Exercise aim: Emit the line that holds "I need the junctions" and all lines following it through the end of the data, verbatim, and nothing else.

*** Opening Provided information ***

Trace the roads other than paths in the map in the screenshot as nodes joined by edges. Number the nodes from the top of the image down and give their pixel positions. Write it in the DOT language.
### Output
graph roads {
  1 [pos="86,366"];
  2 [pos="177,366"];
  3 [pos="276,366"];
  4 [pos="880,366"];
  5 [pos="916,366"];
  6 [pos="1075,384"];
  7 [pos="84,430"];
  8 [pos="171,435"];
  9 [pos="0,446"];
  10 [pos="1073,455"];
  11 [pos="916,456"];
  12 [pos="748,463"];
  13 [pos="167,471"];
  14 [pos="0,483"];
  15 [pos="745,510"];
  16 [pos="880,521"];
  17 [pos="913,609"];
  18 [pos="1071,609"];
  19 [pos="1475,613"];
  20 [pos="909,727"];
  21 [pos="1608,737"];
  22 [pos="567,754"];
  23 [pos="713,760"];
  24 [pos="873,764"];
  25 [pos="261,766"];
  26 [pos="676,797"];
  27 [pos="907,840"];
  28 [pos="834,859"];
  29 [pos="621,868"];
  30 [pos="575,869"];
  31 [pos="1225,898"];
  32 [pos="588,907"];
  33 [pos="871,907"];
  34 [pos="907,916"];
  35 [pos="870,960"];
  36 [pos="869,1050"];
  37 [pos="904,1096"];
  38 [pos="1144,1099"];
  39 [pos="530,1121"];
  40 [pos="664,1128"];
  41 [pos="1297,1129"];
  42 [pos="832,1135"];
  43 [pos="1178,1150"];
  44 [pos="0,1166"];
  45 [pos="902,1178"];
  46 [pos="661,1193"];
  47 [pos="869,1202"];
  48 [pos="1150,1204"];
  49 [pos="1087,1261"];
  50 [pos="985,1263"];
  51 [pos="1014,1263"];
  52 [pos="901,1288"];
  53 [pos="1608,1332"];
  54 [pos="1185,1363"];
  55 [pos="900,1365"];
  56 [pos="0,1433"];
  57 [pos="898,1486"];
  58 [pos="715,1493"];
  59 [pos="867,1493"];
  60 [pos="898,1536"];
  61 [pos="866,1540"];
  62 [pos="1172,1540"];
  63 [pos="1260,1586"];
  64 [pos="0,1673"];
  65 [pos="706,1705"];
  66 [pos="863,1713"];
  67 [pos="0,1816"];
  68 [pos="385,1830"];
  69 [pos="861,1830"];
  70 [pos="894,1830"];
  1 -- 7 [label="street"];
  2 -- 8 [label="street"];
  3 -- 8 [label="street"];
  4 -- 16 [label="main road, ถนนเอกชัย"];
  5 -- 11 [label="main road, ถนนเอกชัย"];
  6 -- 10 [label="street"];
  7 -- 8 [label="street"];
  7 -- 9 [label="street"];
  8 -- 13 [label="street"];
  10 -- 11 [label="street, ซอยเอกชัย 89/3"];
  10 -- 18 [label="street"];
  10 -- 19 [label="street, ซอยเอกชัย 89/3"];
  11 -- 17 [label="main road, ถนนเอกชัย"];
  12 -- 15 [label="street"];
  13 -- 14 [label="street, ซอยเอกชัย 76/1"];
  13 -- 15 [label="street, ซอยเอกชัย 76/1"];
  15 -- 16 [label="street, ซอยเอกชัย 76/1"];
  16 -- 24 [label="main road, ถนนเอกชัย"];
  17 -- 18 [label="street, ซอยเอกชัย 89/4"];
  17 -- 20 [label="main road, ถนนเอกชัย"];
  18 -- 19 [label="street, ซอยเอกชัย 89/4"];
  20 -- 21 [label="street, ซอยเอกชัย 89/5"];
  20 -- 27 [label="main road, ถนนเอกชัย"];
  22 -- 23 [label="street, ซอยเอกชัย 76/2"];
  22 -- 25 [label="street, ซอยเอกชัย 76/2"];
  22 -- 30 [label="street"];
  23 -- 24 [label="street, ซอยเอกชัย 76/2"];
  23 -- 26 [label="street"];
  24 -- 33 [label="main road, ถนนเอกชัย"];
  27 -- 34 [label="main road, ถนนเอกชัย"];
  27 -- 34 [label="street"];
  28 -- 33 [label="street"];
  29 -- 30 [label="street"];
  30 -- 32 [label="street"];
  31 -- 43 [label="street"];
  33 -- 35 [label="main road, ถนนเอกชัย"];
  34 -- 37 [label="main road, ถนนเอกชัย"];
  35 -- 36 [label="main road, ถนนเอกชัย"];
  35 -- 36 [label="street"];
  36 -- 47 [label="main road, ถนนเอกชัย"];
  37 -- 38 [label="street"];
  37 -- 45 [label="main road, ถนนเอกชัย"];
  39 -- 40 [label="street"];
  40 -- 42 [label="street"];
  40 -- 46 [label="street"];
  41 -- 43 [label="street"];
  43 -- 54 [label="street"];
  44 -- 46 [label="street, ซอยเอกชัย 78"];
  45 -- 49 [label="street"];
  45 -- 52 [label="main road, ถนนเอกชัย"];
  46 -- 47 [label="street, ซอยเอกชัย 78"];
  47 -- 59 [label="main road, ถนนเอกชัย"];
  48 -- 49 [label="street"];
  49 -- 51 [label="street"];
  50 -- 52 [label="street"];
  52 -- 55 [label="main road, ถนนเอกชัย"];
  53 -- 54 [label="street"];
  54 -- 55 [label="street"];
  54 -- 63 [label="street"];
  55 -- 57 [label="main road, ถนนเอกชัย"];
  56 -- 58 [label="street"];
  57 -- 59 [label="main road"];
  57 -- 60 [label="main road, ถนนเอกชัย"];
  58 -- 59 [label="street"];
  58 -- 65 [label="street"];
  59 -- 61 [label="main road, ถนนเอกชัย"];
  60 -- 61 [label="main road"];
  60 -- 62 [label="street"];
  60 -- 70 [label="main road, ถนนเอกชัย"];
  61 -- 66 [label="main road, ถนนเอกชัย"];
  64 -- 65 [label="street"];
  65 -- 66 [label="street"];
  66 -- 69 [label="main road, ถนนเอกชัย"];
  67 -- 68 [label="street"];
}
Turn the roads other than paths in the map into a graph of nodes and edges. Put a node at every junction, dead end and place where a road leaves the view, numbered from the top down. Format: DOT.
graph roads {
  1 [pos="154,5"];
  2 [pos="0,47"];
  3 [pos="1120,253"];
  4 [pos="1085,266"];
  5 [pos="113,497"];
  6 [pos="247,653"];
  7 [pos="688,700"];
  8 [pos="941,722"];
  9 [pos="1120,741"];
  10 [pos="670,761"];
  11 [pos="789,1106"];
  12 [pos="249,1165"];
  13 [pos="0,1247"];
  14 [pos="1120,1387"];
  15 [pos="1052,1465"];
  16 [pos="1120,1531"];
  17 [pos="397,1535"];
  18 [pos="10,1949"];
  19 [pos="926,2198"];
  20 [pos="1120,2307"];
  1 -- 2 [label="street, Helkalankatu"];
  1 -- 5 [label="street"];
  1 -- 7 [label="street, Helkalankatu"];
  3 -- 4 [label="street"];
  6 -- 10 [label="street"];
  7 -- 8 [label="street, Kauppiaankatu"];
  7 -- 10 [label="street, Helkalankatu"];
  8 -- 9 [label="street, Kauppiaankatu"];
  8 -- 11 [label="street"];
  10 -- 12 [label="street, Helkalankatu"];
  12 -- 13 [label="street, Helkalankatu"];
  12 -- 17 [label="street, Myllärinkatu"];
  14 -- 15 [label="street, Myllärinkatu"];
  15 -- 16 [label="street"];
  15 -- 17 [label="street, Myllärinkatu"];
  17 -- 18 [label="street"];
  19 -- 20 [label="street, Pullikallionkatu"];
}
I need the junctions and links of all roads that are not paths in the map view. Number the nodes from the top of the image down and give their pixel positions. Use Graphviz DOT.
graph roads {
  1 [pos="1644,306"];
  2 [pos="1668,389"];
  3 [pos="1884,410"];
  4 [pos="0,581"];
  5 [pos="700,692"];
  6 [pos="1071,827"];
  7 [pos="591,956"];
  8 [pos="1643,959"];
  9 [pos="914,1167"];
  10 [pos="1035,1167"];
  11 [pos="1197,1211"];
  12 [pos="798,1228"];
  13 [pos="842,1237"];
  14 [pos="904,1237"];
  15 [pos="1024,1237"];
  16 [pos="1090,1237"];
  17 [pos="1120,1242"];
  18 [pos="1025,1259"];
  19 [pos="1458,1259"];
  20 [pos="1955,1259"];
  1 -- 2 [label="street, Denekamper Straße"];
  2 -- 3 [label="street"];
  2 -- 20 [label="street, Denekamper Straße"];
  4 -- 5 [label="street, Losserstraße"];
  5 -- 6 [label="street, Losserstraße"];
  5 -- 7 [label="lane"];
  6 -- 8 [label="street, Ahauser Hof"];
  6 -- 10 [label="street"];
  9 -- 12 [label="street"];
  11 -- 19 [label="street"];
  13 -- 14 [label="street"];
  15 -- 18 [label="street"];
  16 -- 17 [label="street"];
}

*** Closing Provided information ***

Written solution:
I need the junctions and links of all roads that are not paths in the map view. Number the nodes from the top of the image down and give their pixel positions. Use Graphviz DOT.
graph roads {
  1 [pos="1644,306"];
  2 [pos="1668,389"];
  3 [pos="1884,410"];
  4 [pos="0,581"];
  5 [pos="700,692"];
  6 [pos="1071,827"];
  7 [pos="591,956"];
  8 [pos="1643,959"];
  9 [pos="914,1167"];
  10 [pos="1035,1167"];
  11 [pos="1197,1211"];
  12 [pos="798,1228"];
  13 [pos="842,1237"];
  14 [pos="904,1237"];
  15 [pos="1024,1237"];
  16 [pos="1090,1237"];
  17 [pos="1120,1242"];
  18 [pos="1025,1259"];
  19 [pos="1458,1259"];
  20 [pos="1955,1259"];
  1 -- 2 [label="street, Denekamper Straße"];
  2 -- 3 [label="street"];
  2 -- 20 [label="street, Denekamper Straße"];
  4 -- 5 [label="street, Losserstraße"];
  5 -- 6 [label="street, Losserstraße"];
  5 -- 7 [label="lane"];
  6 -- 8 [label="street, Ahauser Hof"];
  6 -- 10 [label="street"];
  9 -- 12 [label="street"];
  11 -- 19 [label="street"];
  13 -- 14 [label="street"];
  15 -- 18 [label="street"];
  16 -- 17 [label="street"];
}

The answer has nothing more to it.